L’Encyclopédie/1re édition/DACTYLONOMIE
DACTYLONOMIE, s. f. (Arith.) ce mot est formé de deux mots grecs, δάκτυλος, doigt, & νομός, loi ; l’art de compter par les doigts. Voy. Numération.
En voici tout le secret : on donne 1 au pouce de la main gauche, 2 à l’index, & ainsi de suite jusqu’au pouce de la main droite, qui étant le dixieme, a par conséquent le zéro, 0. Voyez Caractere.

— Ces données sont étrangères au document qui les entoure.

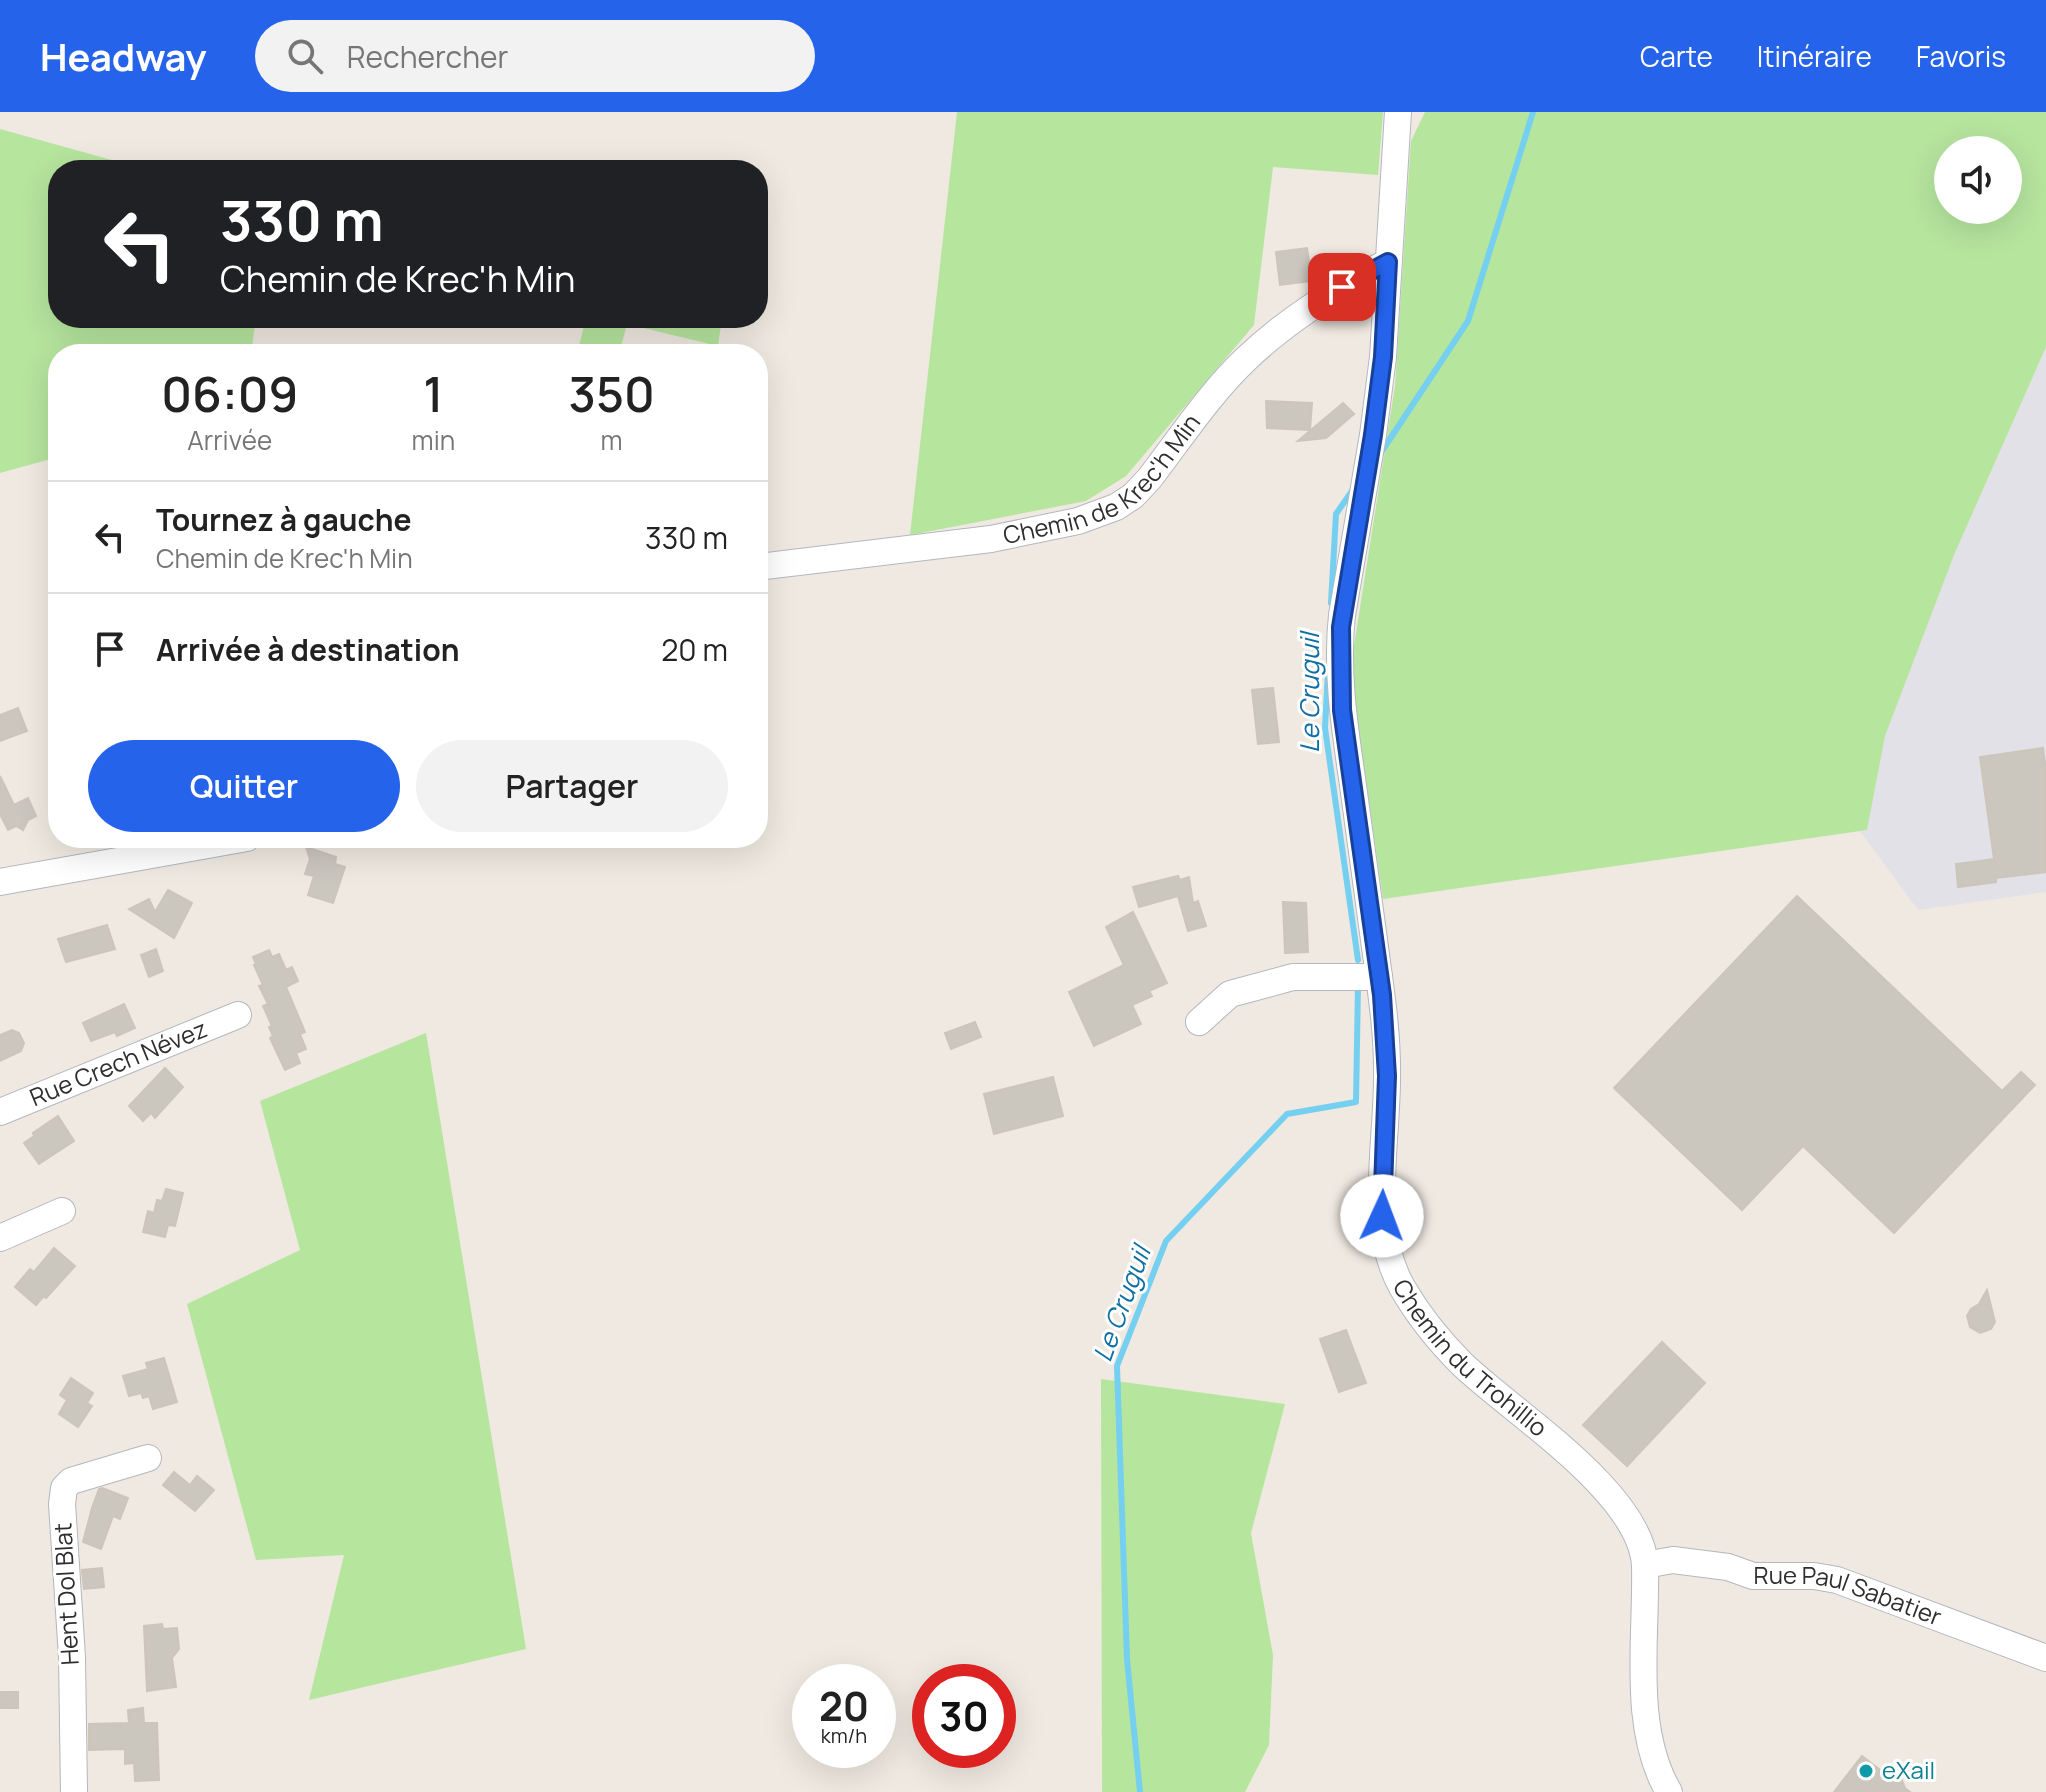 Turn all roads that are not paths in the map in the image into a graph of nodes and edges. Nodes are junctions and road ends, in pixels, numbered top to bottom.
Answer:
1 (1398, 112) edge
2 (1388, 262) junction
3 (768, 566) edge
4 (191, 848) edge
5 (0, 882) edge
6 (1379, 977) junction
7 (238, 1015) dead end
8 (1199, 1022) dead end
9 (0, 1112) edge
10 (62, 1211) dead end
11 (0, 1238) edge
12 (148, 1458) dead end
13 (1645, 1565) junction
14 (2046, 1658) edge
15 (74, 1792) edge
16 (1669, 1792) edge

1 - 2 street, Chemin du Trohillio
2 - 3 street, Chemin de Krec'h Min
2 - 6 street, Chemin du Trohillio
4 - 5 street
6 - 8 street
6 - 13 street, Chemin du Trohillio
7 - 9 street, Rue Crech Névez
10 - 11 street
12 - 15 street, Hent Dol Blat
13 - 14 street, Rue Paul Sabatier
13 - 16 street, Chemin du Trohillio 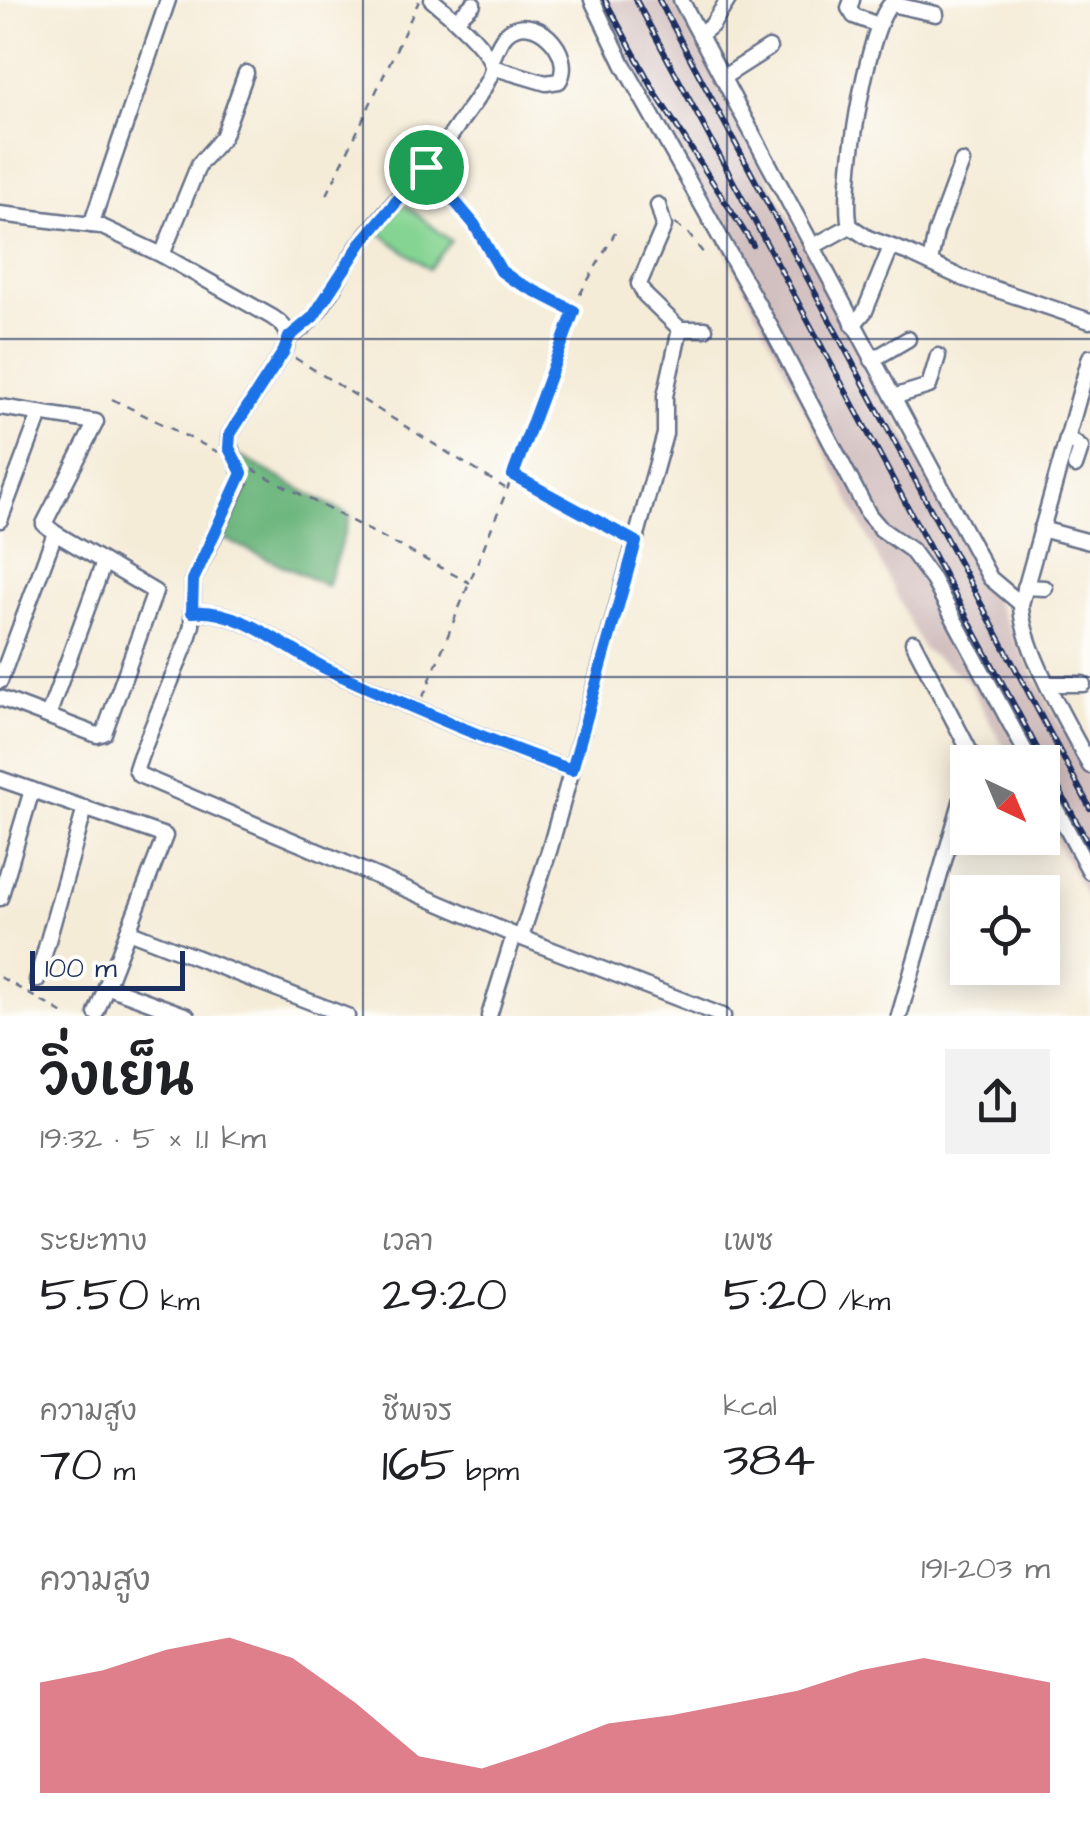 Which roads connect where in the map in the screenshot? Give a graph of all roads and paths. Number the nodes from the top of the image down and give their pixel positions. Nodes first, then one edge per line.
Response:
1 (168, 0) edge
2 (420, 0) edge
3 (432, 0) edge
4 (592, 0) edge
5 (681, 0) edge
6 (728, 0) edge
7 (852, 0) edge
8 (474, 4) dead end
9 (936, 14) dead end
10 (456, 20) junction
11 (878, 25) junction
12 (700, 35) junction
13 (769, 48) dead end
14 (491, 64) junction
15 (246, 73) dead end
16 (722, 78) junction
17 (962, 162) dead end
18 (426, 167) junction
19 (327, 195) dead end
20 (661, 212) joint
21 (0, 214) edge
22 (90, 225) junction
23 (850, 226) junction
24 (615, 232) dead end
25 (812, 247) junction
26 (891, 247) junction
27 (704, 254) dead end
28 (162, 255) junction
29 (930, 262) junction
30 (574, 311) junction
31 (1090, 320) edge
32 (853, 325) junction
33 (680, 329) junction
34 (706, 329) dead end
35 (908, 339) dead end
36 (286, 344) junction
37 (938, 356) dead end
38 (1090, 357) edge
39 (872, 360) junction
40 (893, 396) junction
41 (112, 399) dead end
42 (0, 407) edge
43 (40, 414) junction
44 (1074, 414) junction
45 (1090, 425) edge
46 (1067, 437) junction
47 (238, 462) junction
48 (1075, 466) dead end
49 (513, 475) junction
50 (506, 488) junction
51 (0, 520) edge
52 (1041, 529) junction
53 (55, 533) junction
54 (636, 542) junction
55 (1090, 542) edge
56 (104, 562) junction
57 (470, 583) junction
58 (1025, 587) junction
59 (1045, 588) dead end
60 (1021, 604) junction
61 (192, 612) junction
62 (913, 642) dead end
63 (0, 681) edge
64 (1050, 684) junction
65 (1083, 684) dead end
66 (0, 698) edge
67 (418, 709) junction
68 (48, 716) junction
69 (966, 745) edge
70 (1023, 745) edge
71 (1090, 763) edge
72 (572, 770) junction
73 (0, 779) edge
74 (32, 790) junction
75 (85, 808) junction
76 (1060, 816) edge
77 (950, 841) edge
78 (1090, 872) edge
79 (0, 898) edge
80 (128, 931) junction
81 (518, 936) junction
82 (0, 977) edge
83 (37, 980) dead end
84 (106, 986) junction
85 (96, 1013) dead end
86 (67, 1016) edge
87 (188, 1016) edge
88 (347, 1016) edge
89 (488, 1016) edge
90 (724, 1016) edge
91 (900, 1016) edge

1 - 22 street
2 - 19 path
3 - 10 street
4 - 70 street
5 - 12 street
6 - 12 street
7 - 11 street
8 - 10 street
9 - 11 street
10 - 14 street
11 - 23 street
12 - 16 street
13 - 16 street
14 - 14 street
14 - 18 street
15 - 28 street
16 - 25 street
17 - 29 street
18 - 30 path
18 - 36 street
20 - 27 path
20 - 33 street
21 - 22 street
22 - 28 street
23 - 25 street
23 - 26 street
24 - 30 path
25 - 32 street
26 - 29 street
26 - 32 street
28 - 36 street
29 - 31 street
30 - 49 path
32 - 39 street
33 - 34 street
33 - 54 street
35 - 39 street
36 - 47 street
36 - 50 path
37 - 40 street
38 - 44 street
39 - 40 street
40 - 60 street
41 - 47 path
42 - 43 street
43 - 51 street
43 - 53 street
44 - 45 street
44 - 46 street
46 - 48 street
46 - 52 street
47 - 57 path
47 - 61 street
49 - 50 path
49 - 54 path
50 - 57 path
52 - 55 street
52 - 58 street
53 - 56 street
53 - 63 street
54 - 72 street
56 - 68 street
56 - 68 street
57 - 67 path
58 - 59 street
58 - 60 street
60 - 64 street
61 - 67 street
61 - 81 street
62 - 69 street
64 - 65 street
64 - 71 street
66 - 68 street
67 - 72 street
72 - 81 street
73 - 74 street
74 - 75 street
74 - 79 street
75 - 80 street
75 - 83 street
76 - 78 street
77 - 91 street
80 - 84 street
80 - 88 street
81 - 89 street
81 - 90 street
82 - 86 path
84 - 85 street
84 - 87 street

Cette façon de compter ne peut être que fort incommode. Comment, en effet, faire commodément les additions & autres opérations de l’Arithmétique par cette méthode ? comment peut-on seulement indiquer commodément un nombre donné, par exemple 279 ? Je sais qu’on l’indiquera en levant les trois doigts de la main qui désignent ces trois nombres, & en baissant les autres ; mais comment distinguera-t-on l’ordre dans lequel les chiffres doivent se trouver placés, ensorte que ce soit 279 & non pas, par exemple 297 ou 729, &c. Ce sera apparemment en ne montrant d’abord que 2, & tenant les autres doigts baissés, puis en montrant 7, puis 9 : mais une maniere encore plus commode d’indiquer ce nombre par signes seroit de lever d’abord deux doigts, puis sept, puis neuf. Au reste tout cela ne seroit bon qu’entre des muets. L’Arithmétique écrite est bien plus commode.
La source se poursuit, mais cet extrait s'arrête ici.